*ACTION ITEM:*
Your reply should consist solely of the lines from the start of the material below through the line containing "ring pip: (264, 168)", reproduced exactly.

[PROVIDED RECORDS — start]

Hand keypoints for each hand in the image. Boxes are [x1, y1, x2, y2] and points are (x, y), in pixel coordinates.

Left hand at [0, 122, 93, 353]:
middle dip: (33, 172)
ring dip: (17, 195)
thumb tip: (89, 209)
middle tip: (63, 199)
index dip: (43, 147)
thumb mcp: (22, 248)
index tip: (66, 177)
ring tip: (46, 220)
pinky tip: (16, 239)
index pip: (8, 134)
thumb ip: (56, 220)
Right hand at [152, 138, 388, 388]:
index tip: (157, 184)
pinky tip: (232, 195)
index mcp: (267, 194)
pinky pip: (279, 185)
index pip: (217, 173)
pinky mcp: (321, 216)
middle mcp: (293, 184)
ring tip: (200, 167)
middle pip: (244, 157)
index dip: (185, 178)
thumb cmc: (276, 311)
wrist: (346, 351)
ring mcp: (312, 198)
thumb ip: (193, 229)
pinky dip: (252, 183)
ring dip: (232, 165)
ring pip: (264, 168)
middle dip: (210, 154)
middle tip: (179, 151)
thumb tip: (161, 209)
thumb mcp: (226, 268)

[PROVIDED RECORDS — finish]

*EXPECTED ANSWER:*
Hand keypoints for each hand in the image. Boxes are [x1, y1, x2, y2] and points are (x, y), in pixel coordinates.

Left hand at [0, 122, 93, 353]:
middle dip: (33, 172)
ring dip: (17, 195)
thumb tip: (89, 209)
middle tip: (63, 199)
index dip: (43, 147)
thumb mcp: (22, 248)
index tip: (66, 177)
ring tip: (46, 220)
pinky tip: (16, 239)
index pip: (8, 134)
thumb ip: (56, 220)
Right hand at [152, 138, 388, 388]:
index tip: (157, 184)
pinky tip: (232, 195)
index mcp: (267, 194)
pinky pip: (279, 185)
index pip: (217, 173)
pinky mcp: (321, 216)
middle mcp: (293, 184)
ring tip: (200, 167)
middle pip: (244, 157)
index dip: (185, 178)
thumb cmc: (276, 311)
wrist: (346, 351)
ring mcp: (312, 198)
thumb ip: (193, 229)
pinky dip: (252, 183)
ring dip: (232, 165)
ring pip: (264, 168)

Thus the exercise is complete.